(Collected data entries)
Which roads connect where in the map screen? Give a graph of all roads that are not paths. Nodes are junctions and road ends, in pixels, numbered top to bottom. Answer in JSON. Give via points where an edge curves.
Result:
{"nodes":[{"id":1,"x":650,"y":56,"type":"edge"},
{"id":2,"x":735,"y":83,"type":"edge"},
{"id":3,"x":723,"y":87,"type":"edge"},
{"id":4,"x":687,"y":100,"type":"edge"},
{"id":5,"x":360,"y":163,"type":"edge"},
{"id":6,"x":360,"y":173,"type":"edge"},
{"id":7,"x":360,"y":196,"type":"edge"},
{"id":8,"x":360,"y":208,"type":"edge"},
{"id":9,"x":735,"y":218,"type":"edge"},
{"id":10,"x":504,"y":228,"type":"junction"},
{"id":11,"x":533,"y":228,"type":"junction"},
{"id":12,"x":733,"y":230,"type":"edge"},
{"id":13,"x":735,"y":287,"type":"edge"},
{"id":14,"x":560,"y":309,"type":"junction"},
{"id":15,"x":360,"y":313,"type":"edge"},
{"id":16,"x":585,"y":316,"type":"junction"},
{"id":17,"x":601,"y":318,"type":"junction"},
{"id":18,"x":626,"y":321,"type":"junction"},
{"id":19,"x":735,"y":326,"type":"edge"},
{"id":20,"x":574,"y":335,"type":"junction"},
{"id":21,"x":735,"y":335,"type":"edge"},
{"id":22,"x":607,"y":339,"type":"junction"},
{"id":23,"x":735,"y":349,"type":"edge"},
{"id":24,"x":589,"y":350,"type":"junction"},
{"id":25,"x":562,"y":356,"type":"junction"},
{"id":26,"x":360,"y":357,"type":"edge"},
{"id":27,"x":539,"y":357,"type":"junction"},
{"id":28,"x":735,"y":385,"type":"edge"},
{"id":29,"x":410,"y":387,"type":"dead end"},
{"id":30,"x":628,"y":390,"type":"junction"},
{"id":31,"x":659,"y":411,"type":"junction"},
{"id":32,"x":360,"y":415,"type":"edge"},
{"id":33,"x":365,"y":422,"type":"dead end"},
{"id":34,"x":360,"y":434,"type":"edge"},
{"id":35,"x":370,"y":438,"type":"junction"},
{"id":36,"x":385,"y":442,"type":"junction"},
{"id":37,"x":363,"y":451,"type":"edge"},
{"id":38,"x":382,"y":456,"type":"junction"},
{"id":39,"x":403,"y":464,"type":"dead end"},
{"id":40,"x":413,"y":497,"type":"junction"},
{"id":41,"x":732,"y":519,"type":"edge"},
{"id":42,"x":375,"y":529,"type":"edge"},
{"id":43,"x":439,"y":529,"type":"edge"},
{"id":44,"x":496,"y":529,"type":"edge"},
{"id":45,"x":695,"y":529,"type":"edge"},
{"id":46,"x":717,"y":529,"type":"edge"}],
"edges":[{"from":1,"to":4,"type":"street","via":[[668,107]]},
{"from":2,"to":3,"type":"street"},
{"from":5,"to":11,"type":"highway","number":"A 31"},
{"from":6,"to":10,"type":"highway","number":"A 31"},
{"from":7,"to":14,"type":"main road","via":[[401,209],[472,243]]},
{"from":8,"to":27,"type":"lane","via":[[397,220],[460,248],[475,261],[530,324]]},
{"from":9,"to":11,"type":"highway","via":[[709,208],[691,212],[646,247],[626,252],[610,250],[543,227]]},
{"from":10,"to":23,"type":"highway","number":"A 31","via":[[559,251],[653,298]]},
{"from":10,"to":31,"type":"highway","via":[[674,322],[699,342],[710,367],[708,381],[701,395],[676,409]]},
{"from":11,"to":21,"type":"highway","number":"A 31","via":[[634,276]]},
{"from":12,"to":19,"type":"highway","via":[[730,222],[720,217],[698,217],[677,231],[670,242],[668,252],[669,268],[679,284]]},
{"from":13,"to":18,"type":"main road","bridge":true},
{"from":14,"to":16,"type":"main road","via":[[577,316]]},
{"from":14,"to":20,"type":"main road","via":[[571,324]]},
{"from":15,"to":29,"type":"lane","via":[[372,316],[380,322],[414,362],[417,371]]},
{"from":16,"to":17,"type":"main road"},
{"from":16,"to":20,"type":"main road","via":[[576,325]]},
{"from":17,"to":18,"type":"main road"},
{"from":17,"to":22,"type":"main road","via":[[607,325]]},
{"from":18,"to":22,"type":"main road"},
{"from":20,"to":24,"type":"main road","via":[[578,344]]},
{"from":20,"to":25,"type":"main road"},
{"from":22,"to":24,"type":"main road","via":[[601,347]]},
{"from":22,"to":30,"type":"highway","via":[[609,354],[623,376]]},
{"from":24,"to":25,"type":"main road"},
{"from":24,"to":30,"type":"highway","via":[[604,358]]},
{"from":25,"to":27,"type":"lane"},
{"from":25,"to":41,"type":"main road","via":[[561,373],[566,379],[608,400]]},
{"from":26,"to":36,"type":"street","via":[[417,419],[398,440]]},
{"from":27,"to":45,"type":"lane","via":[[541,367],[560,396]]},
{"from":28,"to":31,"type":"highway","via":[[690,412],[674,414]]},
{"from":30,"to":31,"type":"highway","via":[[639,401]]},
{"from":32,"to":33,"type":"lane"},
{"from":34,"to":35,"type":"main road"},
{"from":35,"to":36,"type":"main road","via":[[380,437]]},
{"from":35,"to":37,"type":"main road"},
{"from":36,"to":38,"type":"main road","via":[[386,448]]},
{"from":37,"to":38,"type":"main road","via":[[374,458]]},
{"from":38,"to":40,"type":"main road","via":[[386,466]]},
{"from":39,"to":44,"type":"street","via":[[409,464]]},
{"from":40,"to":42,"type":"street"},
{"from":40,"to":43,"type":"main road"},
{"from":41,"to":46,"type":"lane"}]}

- **REQUIRED WORK**
A verbatim repeat of all the entries above is the required answer.

- **EXERCISE OUTPUT**
Which roads connect where in the map screen? Give a graph of all roads that are not paths. Nodes are junctions and road ends, in pixels, numbered top to bottom. Answer in JSON. Give via points where an edge curves.
Result:
{"nodes":[{"id":1,"x":650,"y":56,"type":"edge"},
{"id":2,"x":735,"y":83,"type":"edge"},
{"id":3,"x":723,"y":87,"type":"edge"},
{"id":4,"x":687,"y":100,"type":"edge"},
{"id":5,"x":360,"y":163,"type":"edge"},
{"id":6,"x":360,"y":173,"type":"edge"},
{"id":7,"x":360,"y":196,"type":"edge"},
{"id":8,"x":360,"y":208,"type":"edge"},
{"id":9,"x":735,"y":218,"type":"edge"},
{"id":10,"x":504,"y":228,"type":"junction"},
{"id":11,"x":533,"y":228,"type":"junction"},
{"id":12,"x":733,"y":230,"type":"edge"},
{"id":13,"x":735,"y":287,"type":"edge"},
{"id":14,"x":560,"y":309,"type":"junction"},
{"id":15,"x":360,"y":313,"type":"edge"},
{"id":16,"x":585,"y":316,"type":"junction"},
{"id":17,"x":601,"y":318,"type":"junction"},
{"id":18,"x":626,"y":321,"type":"junction"},
{"id":19,"x":735,"y":326,"type":"edge"},
{"id":20,"x":574,"y":335,"type":"junction"},
{"id":21,"x":735,"y":335,"type":"edge"},
{"id":22,"x":607,"y":339,"type":"junction"},
{"id":23,"x":735,"y":349,"type":"edge"},
{"id":24,"x":589,"y":350,"type":"junction"},
{"id":25,"x":562,"y":356,"type":"junction"},
{"id":26,"x":360,"y":357,"type":"edge"},
{"id":27,"x":539,"y":357,"type":"junction"},
{"id":28,"x":735,"y":385,"type":"edge"},
{"id":29,"x":410,"y":387,"type":"dead end"},
{"id":30,"x":628,"y":390,"type":"junction"},
{"id":31,"x":659,"y":411,"type":"junction"},
{"id":32,"x":360,"y":415,"type":"edge"},
{"id":33,"x":365,"y":422,"type":"dead end"},
{"id":34,"x":360,"y":434,"type":"edge"},
{"id":35,"x":370,"y":438,"type":"junction"},
{"id":36,"x":385,"y":442,"type":"junction"},
{"id":37,"x":363,"y":451,"type":"edge"},
{"id":38,"x":382,"y":456,"type":"junction"},
{"id":39,"x":403,"y":464,"type":"dead end"},
{"id":40,"x":413,"y":497,"type":"junction"},
{"id":41,"x":732,"y":519,"type":"edge"},
{"id":42,"x":375,"y":529,"type":"edge"},
{"id":43,"x":439,"y":529,"type":"edge"},
{"id":44,"x":496,"y":529,"type":"edge"},
{"id":45,"x":695,"y":529,"type":"edge"},
{"id":46,"x":717,"y":529,"type":"edge"}],
"edges":[{"from":1,"to":4,"type":"street","via":[[668,107]]},
{"from":2,"to":3,"type":"street"},
{"from":5,"to":11,"type":"highway","number":"A 31"},
{"from":6,"to":10,"type":"highway","number":"A 31"},
{"from":7,"to":14,"type":"main road","via":[[401,209],[472,243]]},
{"from":8,"to":27,"type":"lane","via":[[397,220],[460,248],[475,261],[530,324]]},
{"from":9,"to":11,"type":"highway","via":[[709,208],[691,212],[646,247],[626,252],[610,250],[543,227]]},
{"from":10,"to":23,"type":"highway","number":"A 31","via":[[559,251],[653,298]]},
{"from":10,"to":31,"type":"highway","via":[[674,322],[699,342],[710,367],[708,381],[701,395],[676,409]]},
{"from":11,"to":21,"type":"highway","number":"A 31","via":[[634,276]]},
{"from":12,"to":19,"type":"highway","via":[[730,222],[720,217],[698,217],[677,231],[670,242],[668,252],[669,268],[679,284]]},
{"from":13,"to":18,"type":"main road","bridge":true},
{"from":14,"to":16,"type":"main road","via":[[577,316]]},
{"from":14,"to":20,"type":"main road","via":[[571,324]]},
{"from":15,"to":29,"type":"lane","via":[[372,316],[380,322],[414,362],[417,371]]},
{"from":16,"to":17,"type":"main road"},
{"from":16,"to":20,"type":"main road","via":[[576,325]]},
{"from":17,"to":18,"type":"main road"},
{"from":17,"to":22,"type":"main road","via":[[607,325]]},
{"from":18,"to":22,"type":"main road"},
{"from":20,"to":24,"type":"main road","via":[[578,344]]},
{"from":20,"to":25,"type":"main road"},
{"from":22,"to":24,"type":"main road","via":[[601,347]]},
{"from":22,"to":30,"type":"highway","via":[[609,354],[623,376]]},
{"from":24,"to":25,"type":"main road"},
{"from":24,"to":30,"type":"highway","via":[[604,358]]},
{"from":25,"to":27,"type":"lane"},
{"from":25,"to":41,"type":"main road","via":[[561,373],[566,379],[608,400]]},
{"from":26,"to":36,"type":"street","via":[[417,419],[398,440]]},
{"from":27,"to":45,"type":"lane","via":[[541,367],[560,396]]},
{"from":28,"to":31,"type":"highway","via":[[690,412],[674,414]]},
{"from":30,"to":31,"type":"highway","via":[[639,401]]},
{"from":32,"to":33,"type":"lane"},
{"from":34,"to":35,"type":"main road"},
{"from":35,"to":36,"type":"main road","via":[[380,437]]},
{"from":35,"to":37,"type":"main road"},
{"from":36,"to":38,"type":"main road","via":[[386,448]]},
{"from":37,"to":38,"type":"main road","via":[[374,458]]},
{"from":38,"to":40,"type":"main road","via":[[386,466]]},
{"from":39,"to":44,"type":"street","via":[[409,464]]},
{"from":40,"to":42,"type":"street"},
{"from":40,"to":43,"type":"main road"},
{"from":41,"to":46,"type":"lane"}]}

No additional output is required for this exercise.